[Collected data]
______________________________
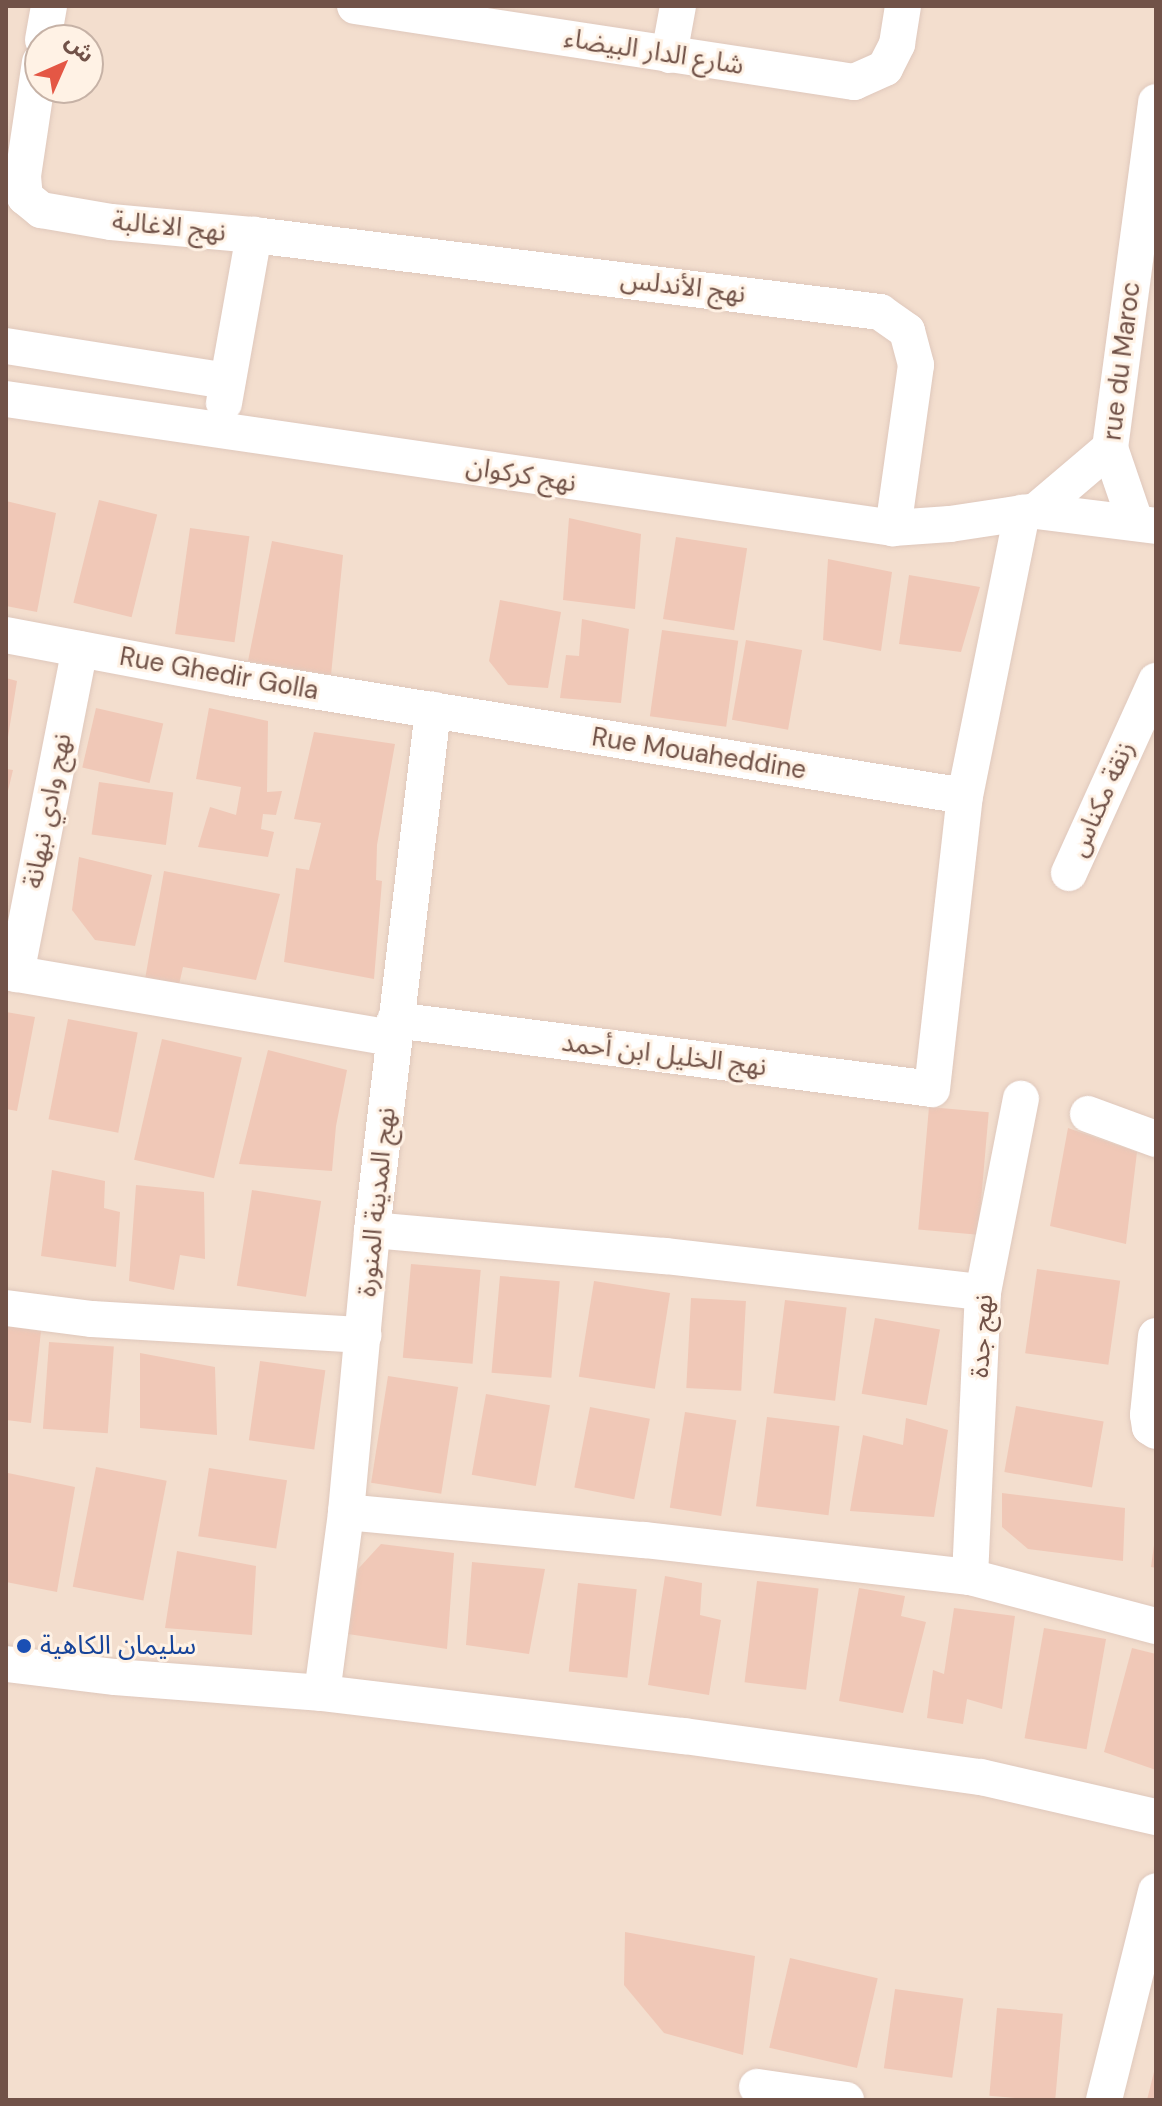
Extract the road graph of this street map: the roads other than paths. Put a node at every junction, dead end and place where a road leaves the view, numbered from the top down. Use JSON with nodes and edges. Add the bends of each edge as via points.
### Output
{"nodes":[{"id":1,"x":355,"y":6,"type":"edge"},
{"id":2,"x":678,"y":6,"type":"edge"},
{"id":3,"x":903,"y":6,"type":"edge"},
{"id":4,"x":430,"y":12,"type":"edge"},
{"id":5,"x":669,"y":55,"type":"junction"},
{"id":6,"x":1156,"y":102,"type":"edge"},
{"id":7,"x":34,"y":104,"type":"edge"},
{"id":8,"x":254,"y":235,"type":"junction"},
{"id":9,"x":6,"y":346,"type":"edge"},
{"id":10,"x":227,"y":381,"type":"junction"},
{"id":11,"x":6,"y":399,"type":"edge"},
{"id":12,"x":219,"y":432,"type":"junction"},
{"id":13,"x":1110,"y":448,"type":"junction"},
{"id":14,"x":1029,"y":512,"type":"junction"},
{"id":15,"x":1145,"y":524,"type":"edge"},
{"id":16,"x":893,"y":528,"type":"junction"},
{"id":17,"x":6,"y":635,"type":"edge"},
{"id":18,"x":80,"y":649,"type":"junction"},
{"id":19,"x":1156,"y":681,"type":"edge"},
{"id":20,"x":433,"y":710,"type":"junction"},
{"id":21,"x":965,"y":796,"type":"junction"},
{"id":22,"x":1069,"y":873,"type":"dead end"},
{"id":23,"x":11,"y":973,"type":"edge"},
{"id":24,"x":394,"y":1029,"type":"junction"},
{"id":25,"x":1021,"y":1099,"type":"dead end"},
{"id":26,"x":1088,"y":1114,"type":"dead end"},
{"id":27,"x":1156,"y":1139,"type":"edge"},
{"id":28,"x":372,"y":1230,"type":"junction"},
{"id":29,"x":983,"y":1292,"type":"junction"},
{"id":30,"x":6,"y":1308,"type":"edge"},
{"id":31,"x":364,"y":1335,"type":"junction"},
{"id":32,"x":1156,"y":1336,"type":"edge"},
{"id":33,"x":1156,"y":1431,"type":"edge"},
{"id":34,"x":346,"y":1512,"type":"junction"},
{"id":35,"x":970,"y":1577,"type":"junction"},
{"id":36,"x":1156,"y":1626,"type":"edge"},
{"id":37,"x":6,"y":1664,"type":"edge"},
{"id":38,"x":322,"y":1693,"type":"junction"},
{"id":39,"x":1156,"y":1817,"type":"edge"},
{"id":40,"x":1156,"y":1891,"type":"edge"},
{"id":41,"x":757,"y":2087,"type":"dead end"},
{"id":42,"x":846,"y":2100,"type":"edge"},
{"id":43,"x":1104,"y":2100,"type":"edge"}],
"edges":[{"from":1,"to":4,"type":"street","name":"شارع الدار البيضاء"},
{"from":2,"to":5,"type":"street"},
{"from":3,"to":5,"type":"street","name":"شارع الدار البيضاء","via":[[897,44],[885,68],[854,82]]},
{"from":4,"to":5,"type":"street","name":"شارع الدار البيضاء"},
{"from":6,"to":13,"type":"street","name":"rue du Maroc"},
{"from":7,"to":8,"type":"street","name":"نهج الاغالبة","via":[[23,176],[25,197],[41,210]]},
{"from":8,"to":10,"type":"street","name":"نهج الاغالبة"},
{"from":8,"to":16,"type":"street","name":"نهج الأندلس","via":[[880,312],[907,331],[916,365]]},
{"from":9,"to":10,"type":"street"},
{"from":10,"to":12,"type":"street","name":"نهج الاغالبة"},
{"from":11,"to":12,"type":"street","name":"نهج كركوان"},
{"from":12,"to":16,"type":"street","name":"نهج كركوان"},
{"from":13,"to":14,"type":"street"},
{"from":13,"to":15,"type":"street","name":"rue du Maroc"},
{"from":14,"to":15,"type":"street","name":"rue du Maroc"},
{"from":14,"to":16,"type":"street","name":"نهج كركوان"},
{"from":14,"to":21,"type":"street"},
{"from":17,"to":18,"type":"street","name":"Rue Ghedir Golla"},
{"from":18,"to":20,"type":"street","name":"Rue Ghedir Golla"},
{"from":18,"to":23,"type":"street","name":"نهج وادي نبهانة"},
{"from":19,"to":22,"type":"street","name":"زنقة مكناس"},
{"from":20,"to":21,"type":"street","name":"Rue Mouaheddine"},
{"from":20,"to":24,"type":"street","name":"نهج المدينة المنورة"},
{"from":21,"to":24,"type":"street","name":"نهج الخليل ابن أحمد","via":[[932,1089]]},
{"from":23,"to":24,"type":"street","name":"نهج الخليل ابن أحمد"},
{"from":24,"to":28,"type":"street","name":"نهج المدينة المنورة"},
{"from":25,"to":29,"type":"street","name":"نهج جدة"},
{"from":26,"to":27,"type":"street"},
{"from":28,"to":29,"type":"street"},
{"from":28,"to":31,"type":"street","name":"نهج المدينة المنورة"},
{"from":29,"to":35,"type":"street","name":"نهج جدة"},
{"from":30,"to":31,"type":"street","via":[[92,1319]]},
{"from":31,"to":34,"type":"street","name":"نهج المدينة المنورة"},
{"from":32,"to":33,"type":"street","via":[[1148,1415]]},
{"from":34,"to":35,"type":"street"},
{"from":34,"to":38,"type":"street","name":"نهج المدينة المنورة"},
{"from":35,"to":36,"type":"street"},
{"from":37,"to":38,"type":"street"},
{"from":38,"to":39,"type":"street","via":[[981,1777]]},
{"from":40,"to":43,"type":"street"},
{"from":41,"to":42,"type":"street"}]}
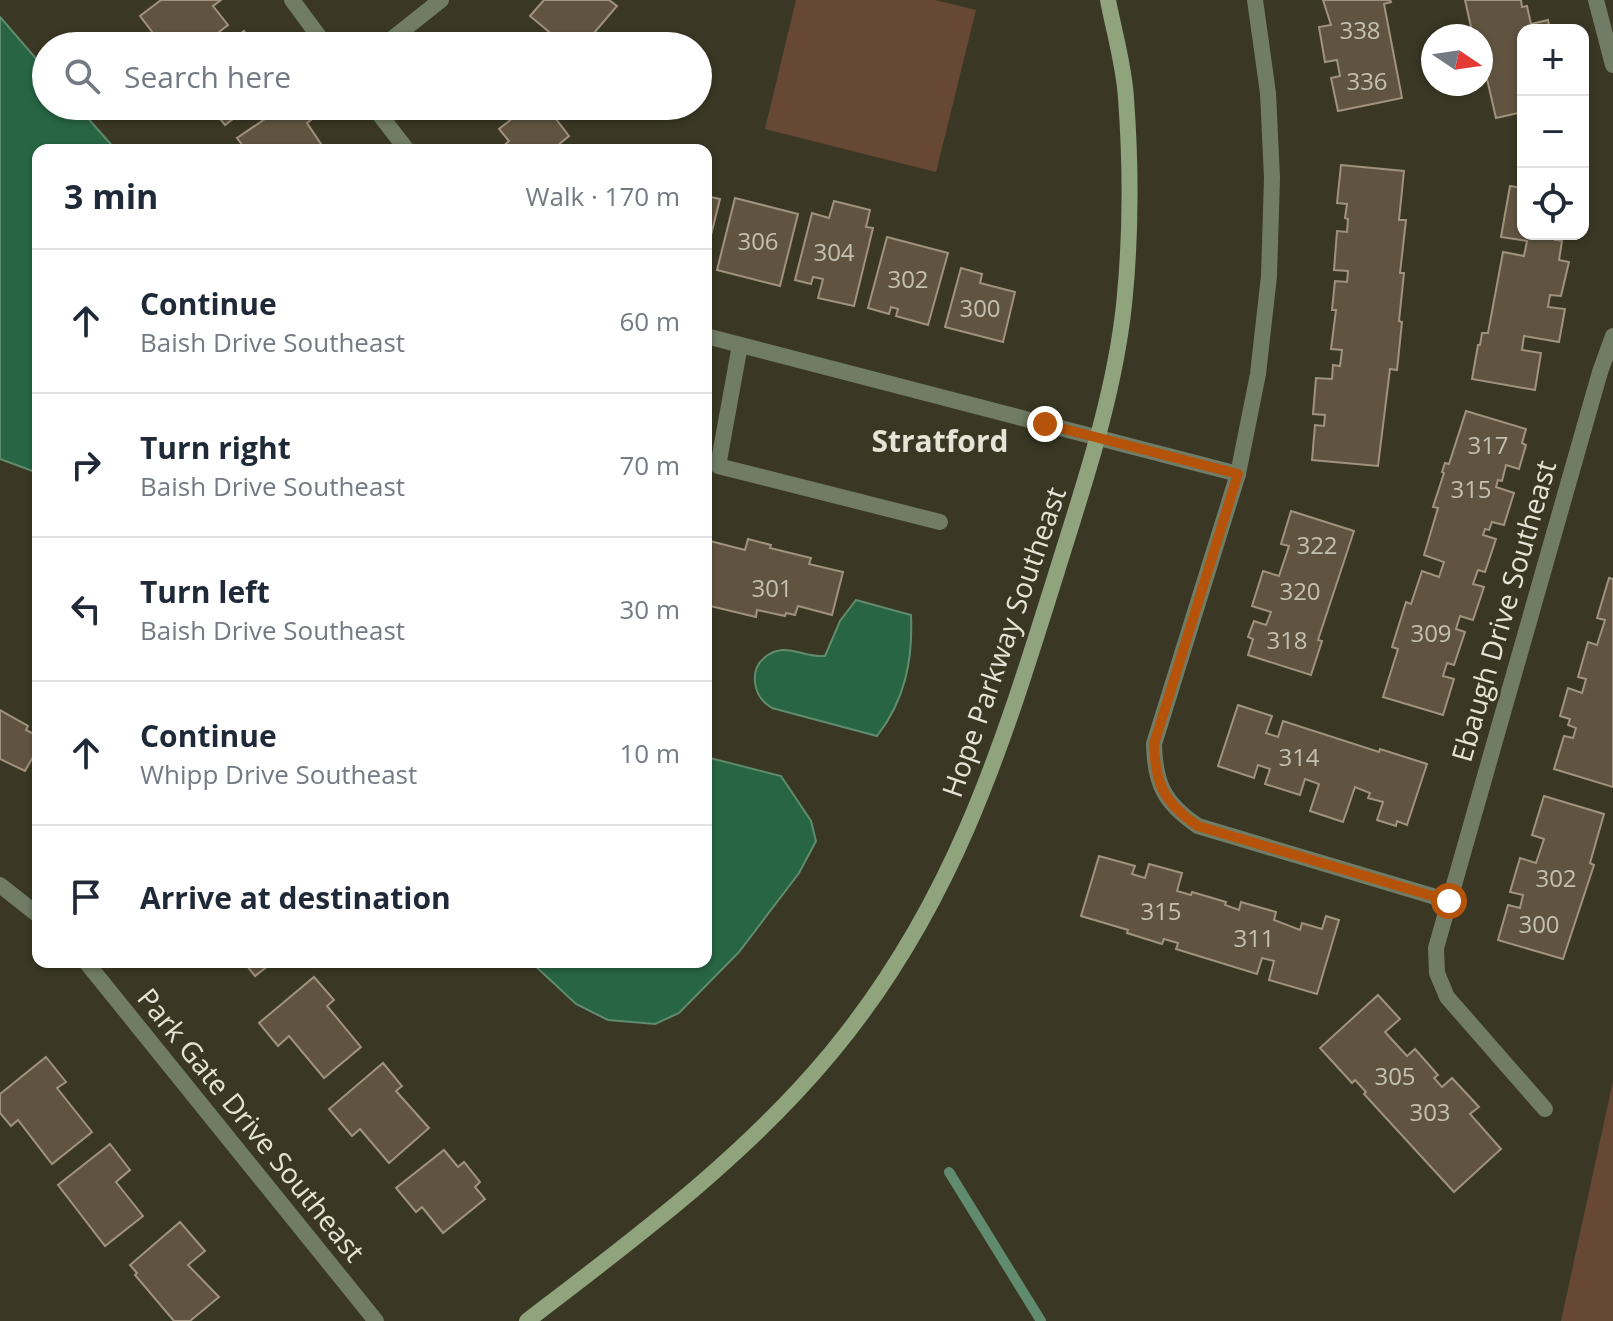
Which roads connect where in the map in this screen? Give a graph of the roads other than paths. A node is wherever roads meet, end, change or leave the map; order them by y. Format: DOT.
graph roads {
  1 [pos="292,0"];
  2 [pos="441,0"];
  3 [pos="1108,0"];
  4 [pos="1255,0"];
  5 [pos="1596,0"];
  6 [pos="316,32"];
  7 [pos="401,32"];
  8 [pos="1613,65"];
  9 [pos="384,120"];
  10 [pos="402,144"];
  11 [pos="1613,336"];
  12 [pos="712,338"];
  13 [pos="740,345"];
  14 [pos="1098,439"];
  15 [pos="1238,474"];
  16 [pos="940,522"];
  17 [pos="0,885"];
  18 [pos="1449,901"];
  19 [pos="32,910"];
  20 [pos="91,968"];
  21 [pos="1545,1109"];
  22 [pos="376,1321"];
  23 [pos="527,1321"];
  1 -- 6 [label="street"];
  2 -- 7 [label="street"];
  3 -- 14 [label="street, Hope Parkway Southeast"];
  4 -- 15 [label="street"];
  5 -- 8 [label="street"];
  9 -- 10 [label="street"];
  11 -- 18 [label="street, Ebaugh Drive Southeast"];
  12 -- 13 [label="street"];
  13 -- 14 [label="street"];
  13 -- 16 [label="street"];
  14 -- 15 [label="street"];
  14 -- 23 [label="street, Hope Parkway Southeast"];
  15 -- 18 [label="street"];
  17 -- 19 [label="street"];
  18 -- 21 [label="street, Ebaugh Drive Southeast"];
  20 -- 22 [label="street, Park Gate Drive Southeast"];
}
______________________________
PROBLEM STATEMENT
What lines above contain "الخليل"? Copy them out.

EXPECTED ANSWER
{"from":21,"to":24,"type":"street","name":"نهج الخليل ابن أحمد","via":[[932,1089]]},
{"from":23,"to":24,"type":"street","name":"نهج الخليل ابن أحمد"},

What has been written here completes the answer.